- PROBLEM DESCRIPTION -
Keep only the lines of the listing that include the word "Catilats", and copy them.

- DATASET EXCERPTS -
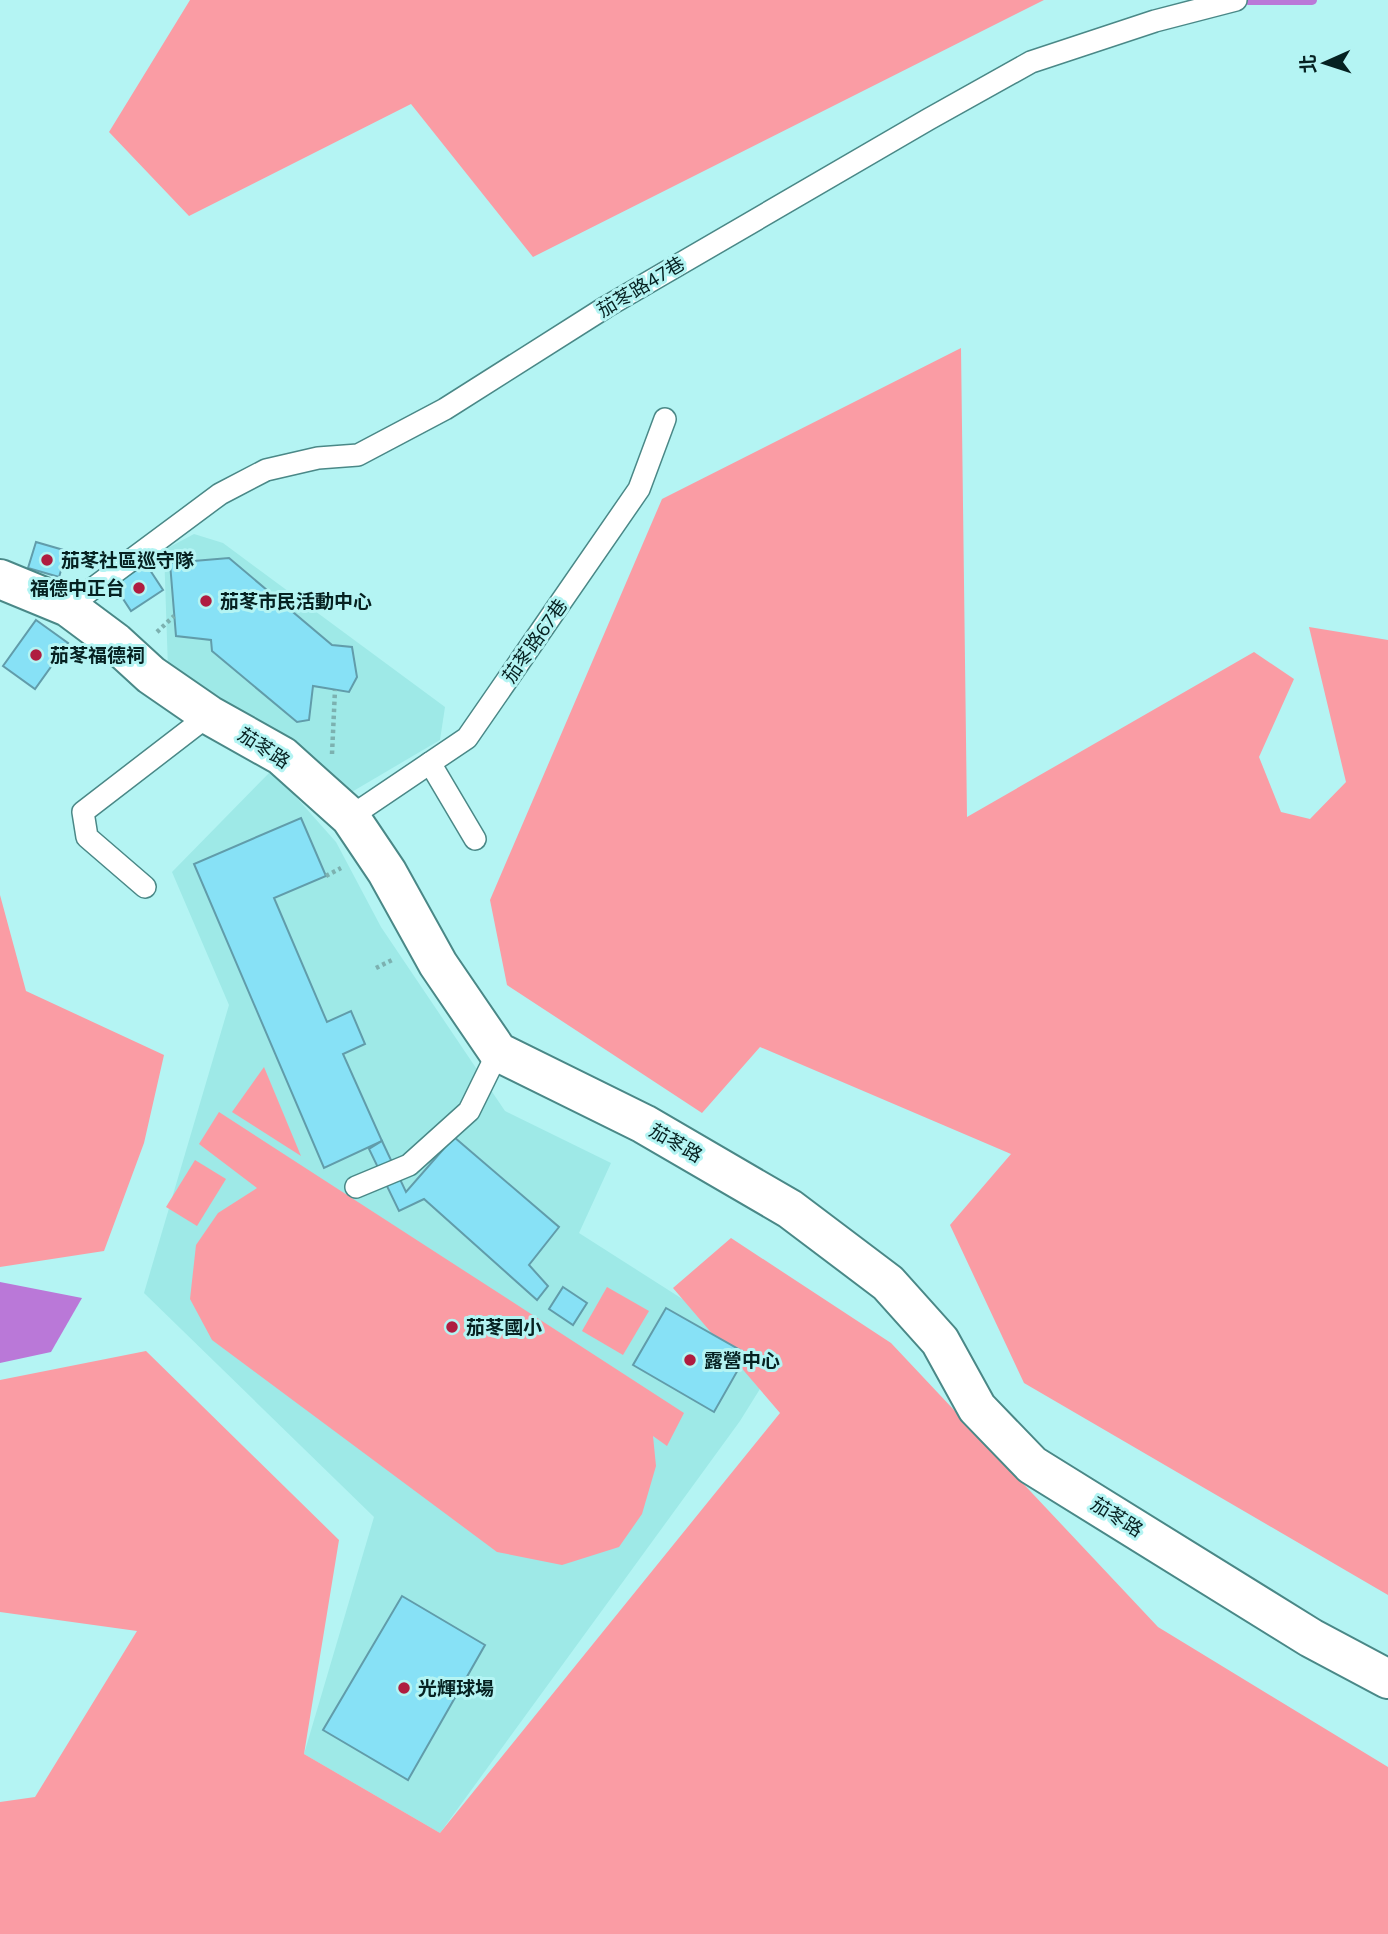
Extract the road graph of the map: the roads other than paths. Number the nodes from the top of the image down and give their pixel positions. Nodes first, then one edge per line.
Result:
1 (1236, 0) edge
2 (665, 419) dead end
3 (0, 579) edge
4 (68, 607) junction
5 (209, 715) junction
6 (430, 763) junction
7 (351, 817) junction
8 (475, 839) dead end
9 (145, 887) dead end
10 (498, 1052) junction
11 (356, 1187) dead end
12 (1388, 1679) edge

1 - 4 lane, 茄苳路47巷
2 - 6 lane, 茄苳路67巷
3 - 4 street, 茄苳路
4 - 5 street, 茄苳路
5 - 7 street, 茄苳路
5 - 9 lane
6 - 7 lane, 茄苳路67巷
6 - 8 lane
7 - 10 street, 茄苳路
10 - 11 lane
10 - 12 street, 茄苳路

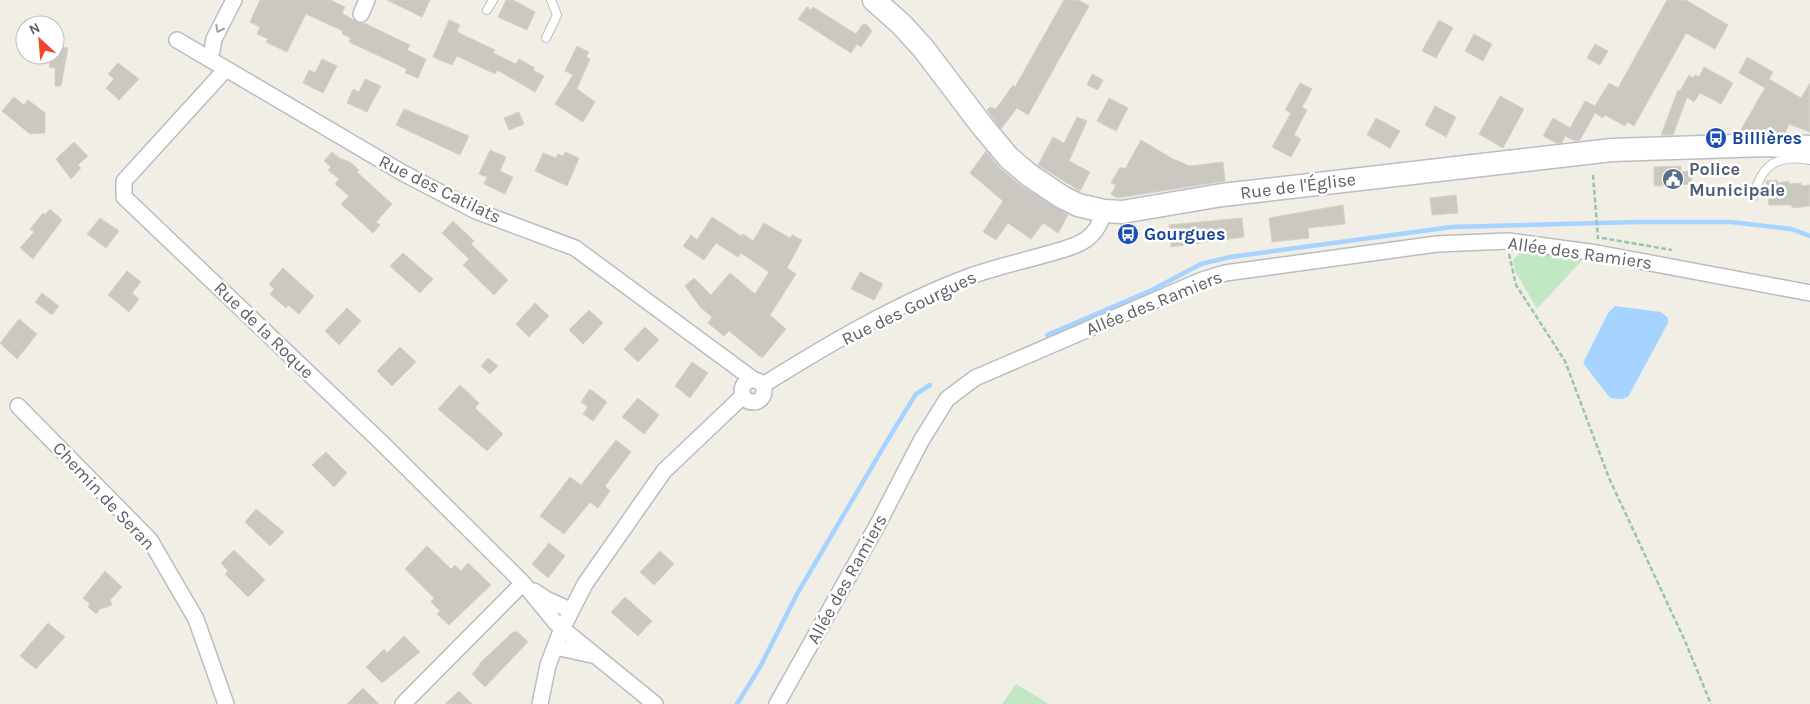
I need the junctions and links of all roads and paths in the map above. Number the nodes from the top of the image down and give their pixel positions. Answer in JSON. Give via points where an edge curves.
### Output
{"nodes":[{"id":1,"x":234,"y":0,"type":"edge"},
{"id":2,"x":493,"y":0,"type":"edge"},
{"id":3,"x":551,"y":0,"type":"edge"},
{"id":4,"x":874,"y":0,"type":"edge"},
{"id":5,"x":487,"y":10,"type":"dead end"},
{"id":6,"x":546,"y":38,"type":"dead end"},
{"id":7,"x":177,"y":40,"type":"dead end"},
{"id":8,"x":207,"y":58,"type":"junction"},
{"id":9,"x":226,"y":69,"type":"junction"},
{"id":10,"x":1803,"y":152,"type":"edge"},
{"id":11,"x":1593,"y":175,"type":"dead end"},
{"id":12,"x":1754,"y":196,"type":"dead end"},
{"id":13,"x":1104,"y":211,"type":"junction"},
{"id":14,"x":1598,"y":229,"type":"dead end"},
{"id":15,"x":1598,"y":237,"type":"dead end"},
{"id":16,"x":1508,"y":240,"type":"junction"},
{"id":17,"x":1672,"y":250,"type":"dead end"},
{"id":18,"x":1810,"y":293,"type":"edge"},
{"id":19,"x":750,"y":387,"type":"junction"},
{"id":20,"x":18,"y":406,"type":"dead end"},
{"id":21,"x":523,"y":583,"type":"junction"},
{"id":22,"x":570,"y":610,"type":"junction"},
{"id":23,"x":562,"y":629,"type":"junction"},
{"id":24,"x":555,"y":647,"type":"junction"},
{"id":25,"x":592,"y":654,"type":"junction"},
{"id":26,"x":536,"y":703,"type":"edge"},
{"id":27,"x":226,"y":704,"type":"edge"},
{"id":28,"x":403,"y":704,"type":"edge"},
{"id":29,"x":655,"y":704,"type":"edge"},
{"id":30,"x":777,"y":704,"type":"edge"},
{"id":31,"x":1711,"y":704,"type":"edge"}],
"edges":[{"from":1,"to":8,"type":"street","one_way":true},
{"from":2,"to":5,"type":"lane"},
{"from":3,"to":6,"type":"lane","via":[[557,15]]},
{"from":4,"to":13,"type":"main road","name":"Rue de l'Église","via":[[923,48],[1009,158],[1062,197],[1078,205]]},
{"from":7,"to":8,"type":"street","name":"Rue des Catilats"},
{"from":8,"to":9,"type":"street","name":"Rue des Catilats"},
{"from":9,"to":19,"type":"street","name":"Rue des Catilats","via":[[411,177],[476,210],[575,248],[723,359]]},
{"from":9,"to":21,"type":"street","name":"Rue de la Roque","via":[[124,181],[124,197],[384,445]]},
{"from":10,"to":12,"type":"lane","via":[[1772,164],[1757,184]]},
{"from":10,"to":13,"type":"main road","name":"Rue de l'Église","via":[[1657,147],[1612,150],[1222,195],[1122,212]]},
{"from":11,"to":14,"type":"path"},
{"from":13,"to":19,"type":"street","name":"Rue des Gourgues","via":[[1100,226],[1087,240],[1075,246],[983,272],[922,297]]},
{"from":15,"to":17,"type":"path"},
{"from":16,"to":18,"type":"street","name":"Allée des Ramiers","via":[[1597,253]]},
{"from":16,"to":30,"type":"street","name":"Allée des Ramiers","via":[[1437,244],[1226,272],[975,378],[947,399],[921,441]]},
{"from":16,"to":31,"type":"path","via":[[1509,263],[1516,285],[1565,361],[1609,478]]},
{"from":19,"to":22,"type":"street","name":"Rue des Gourgues","via":[[664,471]]},
{"from":20,"to":27,"type":"street","name":"Chemin de Seran","via":[[150,540],[196,619]]},
{"from":21,"to":22,"type":"street","name":"Rue de la Roque"},
{"from":21,"to":23,"type":"street","name":"Rue de la Roque"},
{"from":21,"to":28,"type":"street"},
{"from":22,"to":23,"type":"street","name":"Rue des Gourgues"},
{"from":23,"to":24,"type":"street","name":"Rue des Gourgues"},
{"from":23,"to":25,"type":"street"},
{"from":24,"to":25,"type":"street"},
{"from":24,"to":26,"type":"street","name":"Rue des Gourgues"},
{"from":25,"to":29,"type":"street"}]}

- TASK ANSWER -
{"from":7,"to":8,"type":"street","name":"Rue des Catilats"},
{"from":8,"to":9,"type":"street","name":"Rue des Catilats"},
{"from":9,"to":19,"type":"street","name":"Rue des Catilats","via":[[411,177],[476,210],[575,248],[723,359]]},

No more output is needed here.